Material for this task →
···

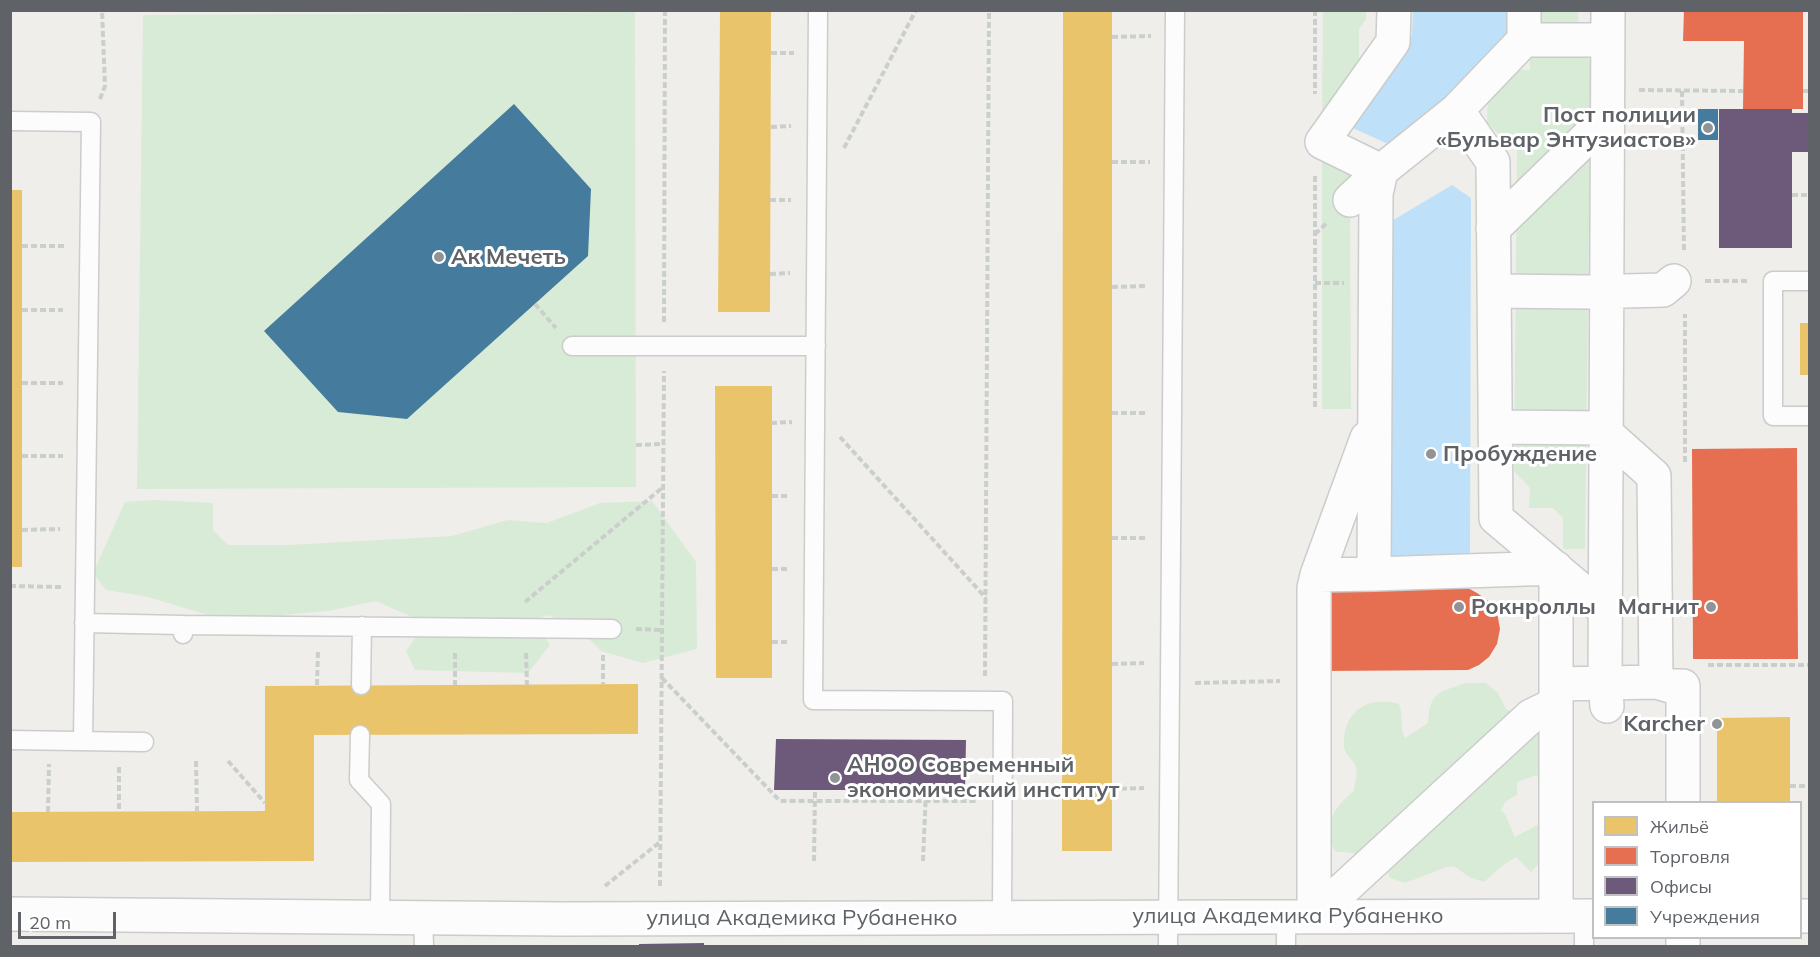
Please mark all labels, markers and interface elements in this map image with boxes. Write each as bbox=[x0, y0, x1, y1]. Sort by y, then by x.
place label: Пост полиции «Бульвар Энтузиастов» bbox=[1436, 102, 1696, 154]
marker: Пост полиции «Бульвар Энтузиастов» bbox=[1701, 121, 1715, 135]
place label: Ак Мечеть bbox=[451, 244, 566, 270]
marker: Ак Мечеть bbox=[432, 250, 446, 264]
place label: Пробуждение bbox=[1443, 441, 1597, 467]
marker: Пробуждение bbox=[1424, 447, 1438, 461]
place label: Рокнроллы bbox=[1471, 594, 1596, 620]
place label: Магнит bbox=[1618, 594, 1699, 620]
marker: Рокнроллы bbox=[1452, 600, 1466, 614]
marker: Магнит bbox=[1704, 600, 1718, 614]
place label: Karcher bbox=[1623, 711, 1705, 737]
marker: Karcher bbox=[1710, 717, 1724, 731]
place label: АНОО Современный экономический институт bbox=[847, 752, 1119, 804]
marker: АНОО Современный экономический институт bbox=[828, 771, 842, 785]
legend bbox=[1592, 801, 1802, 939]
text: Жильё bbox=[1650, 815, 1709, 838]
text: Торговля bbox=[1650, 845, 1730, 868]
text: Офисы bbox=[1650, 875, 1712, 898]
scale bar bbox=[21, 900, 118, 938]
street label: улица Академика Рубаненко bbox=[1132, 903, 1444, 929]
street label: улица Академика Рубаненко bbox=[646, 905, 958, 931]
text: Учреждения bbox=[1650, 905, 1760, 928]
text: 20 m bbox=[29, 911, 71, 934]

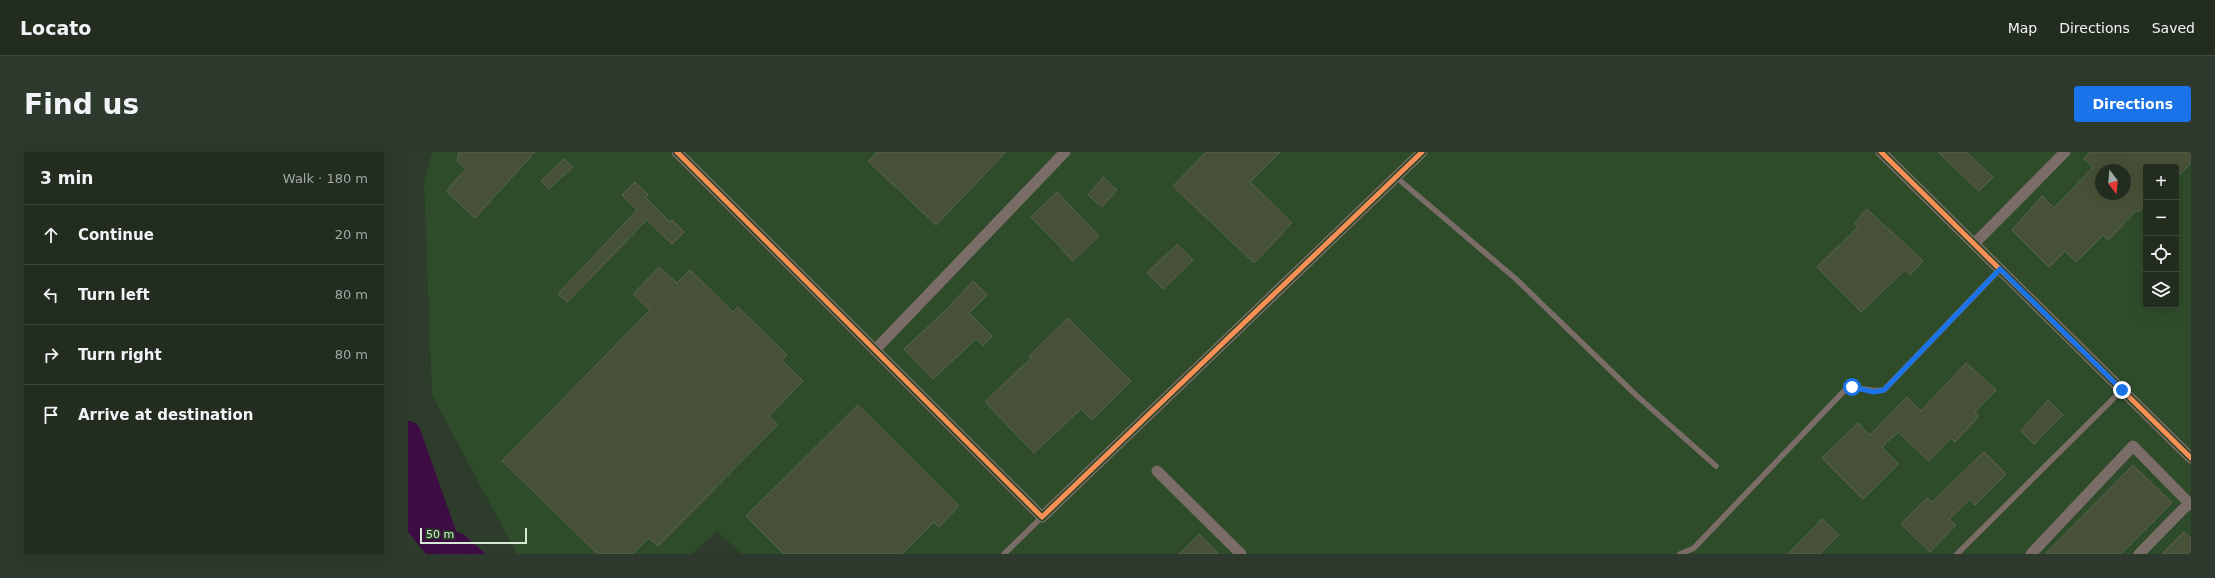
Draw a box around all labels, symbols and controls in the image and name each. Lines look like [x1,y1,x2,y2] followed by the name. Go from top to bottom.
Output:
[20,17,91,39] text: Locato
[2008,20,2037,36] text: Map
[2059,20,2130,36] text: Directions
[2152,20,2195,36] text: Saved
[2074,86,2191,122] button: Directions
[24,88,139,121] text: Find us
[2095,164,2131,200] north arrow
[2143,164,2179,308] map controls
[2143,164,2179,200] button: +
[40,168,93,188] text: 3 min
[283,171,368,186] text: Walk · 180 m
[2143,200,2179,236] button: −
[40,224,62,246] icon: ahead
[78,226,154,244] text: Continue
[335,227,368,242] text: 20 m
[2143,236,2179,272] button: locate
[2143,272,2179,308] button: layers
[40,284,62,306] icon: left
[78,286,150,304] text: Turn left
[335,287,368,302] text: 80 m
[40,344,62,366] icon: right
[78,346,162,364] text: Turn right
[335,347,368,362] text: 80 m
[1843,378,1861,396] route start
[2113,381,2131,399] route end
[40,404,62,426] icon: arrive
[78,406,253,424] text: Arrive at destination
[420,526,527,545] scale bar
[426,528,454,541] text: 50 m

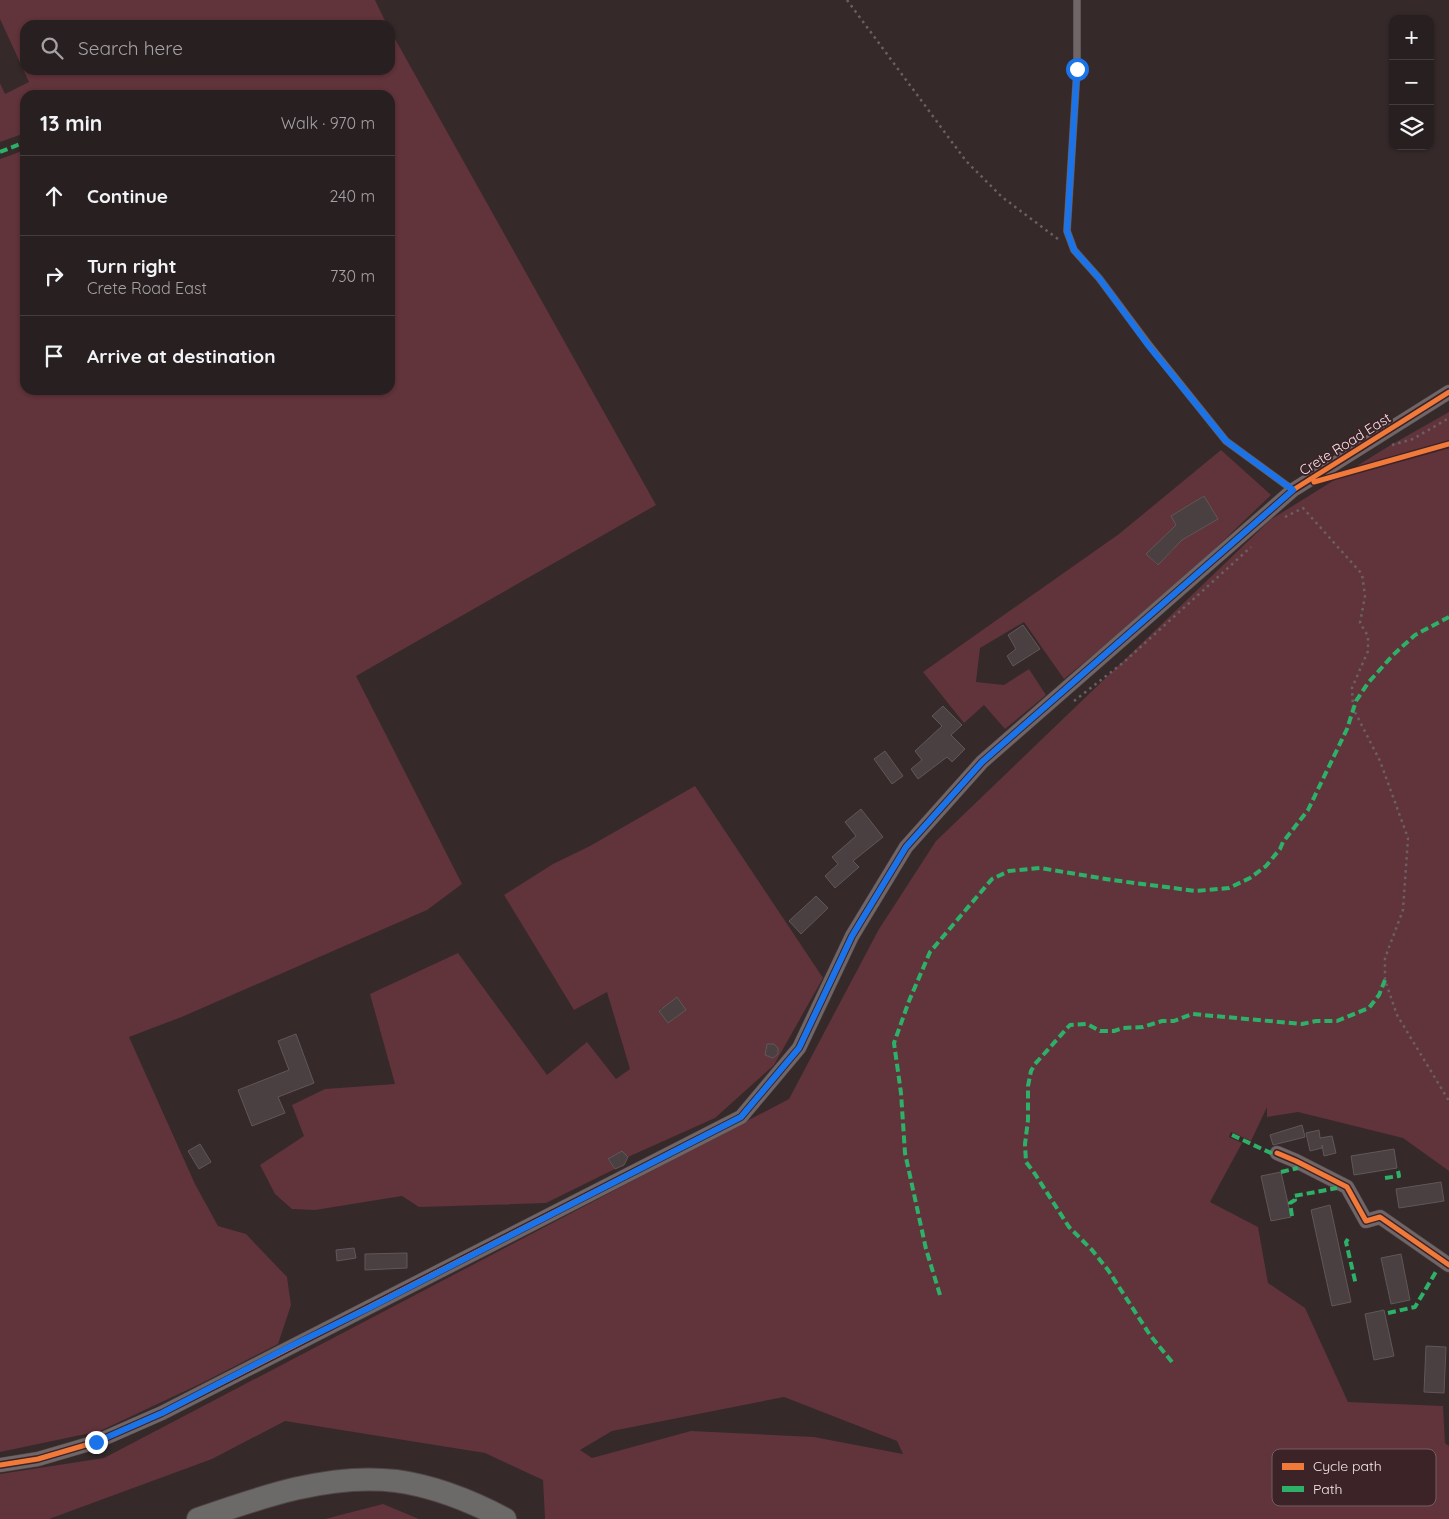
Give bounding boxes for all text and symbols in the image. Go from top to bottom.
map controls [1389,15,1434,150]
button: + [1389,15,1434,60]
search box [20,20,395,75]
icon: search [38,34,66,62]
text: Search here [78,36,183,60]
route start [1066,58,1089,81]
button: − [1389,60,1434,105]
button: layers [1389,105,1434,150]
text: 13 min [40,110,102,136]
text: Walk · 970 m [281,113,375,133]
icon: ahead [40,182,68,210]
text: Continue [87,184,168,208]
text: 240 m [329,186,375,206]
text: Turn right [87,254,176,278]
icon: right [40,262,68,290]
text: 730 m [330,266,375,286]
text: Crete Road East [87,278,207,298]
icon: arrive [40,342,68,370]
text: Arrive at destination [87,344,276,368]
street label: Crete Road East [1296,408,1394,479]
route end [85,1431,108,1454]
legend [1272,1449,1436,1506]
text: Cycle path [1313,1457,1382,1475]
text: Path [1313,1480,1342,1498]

···

What you will do → Return each line of the data, keeping its wording exact and omitting pictures.

Output →
Please mark all labels, markers and interface elements in this map image with boxes. Write each as bbox=[x0, y0, x1, y1]. Sort by y, then by x.
place label: Пост полиции «Бульвар Энтузиастов» bbox=[1436, 102, 1696, 154]
marker: Пост полиции «Бульвар Энтузиастов» bbox=[1701, 121, 1715, 135]
place label: Ак Мечеть bbox=[451, 244, 566, 270]
marker: Ак Мечеть bbox=[432, 250, 446, 264]
place label: Пробуждение bbox=[1443, 441, 1597, 467]
marker: Пробуждение bbox=[1424, 447, 1438, 461]
place label: Рокнроллы bbox=[1471, 594, 1596, 620]
place label: Магнит bbox=[1618, 594, 1699, 620]
marker: Рокнроллы bbox=[1452, 600, 1466, 614]
marker: Магнит bbox=[1704, 600, 1718, 614]
place label: Karcher bbox=[1623, 711, 1705, 737]
marker: Karcher bbox=[1710, 717, 1724, 731]
place label: АНОО Современный экономический институт bbox=[847, 752, 1119, 804]
marker: АНОО Современный экономический институт bbox=[828, 771, 842, 785]
legend bbox=[1592, 801, 1802, 939]
text: Жильё bbox=[1650, 815, 1709, 838]
text: Торговля bbox=[1650, 845, 1730, 868]
text: Офисы bbox=[1650, 875, 1712, 898]
scale bar bbox=[21, 900, 118, 938]
street label: улица Академика Рубаненко bbox=[1132, 903, 1444, 929]
street label: улица Академика Рубаненко bbox=[646, 905, 958, 931]
text: Учреждения bbox=[1650, 905, 1760, 928]
text: 20 m bbox=[29, 911, 71, 934]

Draw a box around all labels, symbols and controls in the image and name each. Lines look like [x1,y1,x2,y2] followed by the name. Go from top to bottom.
Output:
[20,17,91,39] text: Locato
[2008,20,2037,36] text: Map
[2059,20,2130,36] text: Directions
[2152,20,2195,36] text: Saved
[2074,86,2191,122] button: Directions
[24,88,139,121] text: Find us
[2095,164,2131,200] north arrow
[2143,164,2179,308] map controls
[2143,164,2179,200] button: +
[40,168,93,188] text: 3 min
[283,171,368,186] text: Walk · 180 m
[2143,200,2179,236] button: −
[40,224,62,246] icon: ahead
[78,226,154,244] text: Continue
[335,227,368,242] text: 20 m
[2143,236,2179,272] button: locate
[2143,272,2179,308] button: layers
[40,284,62,306] icon: left
[78,286,150,304] text: Turn left
[335,287,368,302] text: 80 m
[40,344,62,366] icon: right
[78,346,162,364] text: Turn right
[335,347,368,362] text: 80 m
[1843,378,1861,396] route start
[2113,381,2131,399] route end
[40,404,62,426] icon: arrive
[78,406,253,424] text: Arrive at destination
[420,526,527,545] scale bar
[426,528,454,541] text: 50 m

Give bounding boxes for all text and symbols in the image. Go from top to bottom.
map controls [1389,15,1434,150]
button: + [1389,15,1434,60]
search box [20,20,395,75]
icon: search [38,34,66,62]
text: Search here [78,36,183,60]
route start [1066,58,1089,81]
button: − [1389,60,1434,105]
button: layers [1389,105,1434,150]
text: 13 min [40,110,102,136]
text: Walk · 970 m [281,113,375,133]
icon: ahead [40,182,68,210]
text: Continue [87,184,168,208]
text: 240 m [329,186,375,206]
text: Turn right [87,254,176,278]
icon: right [40,262,68,290]
text: 730 m [330,266,375,286]
text: Crete Road East [87,278,207,298]
icon: arrive [40,342,68,370]
text: Arrive at destination [87,344,276,368]
street label: Crete Road East [1296,408,1394,479]
route end [85,1431,108,1454]
legend [1272,1449,1436,1506]
text: Cycle path [1313,1457,1382,1475]
text: Path [1313,1480,1342,1498]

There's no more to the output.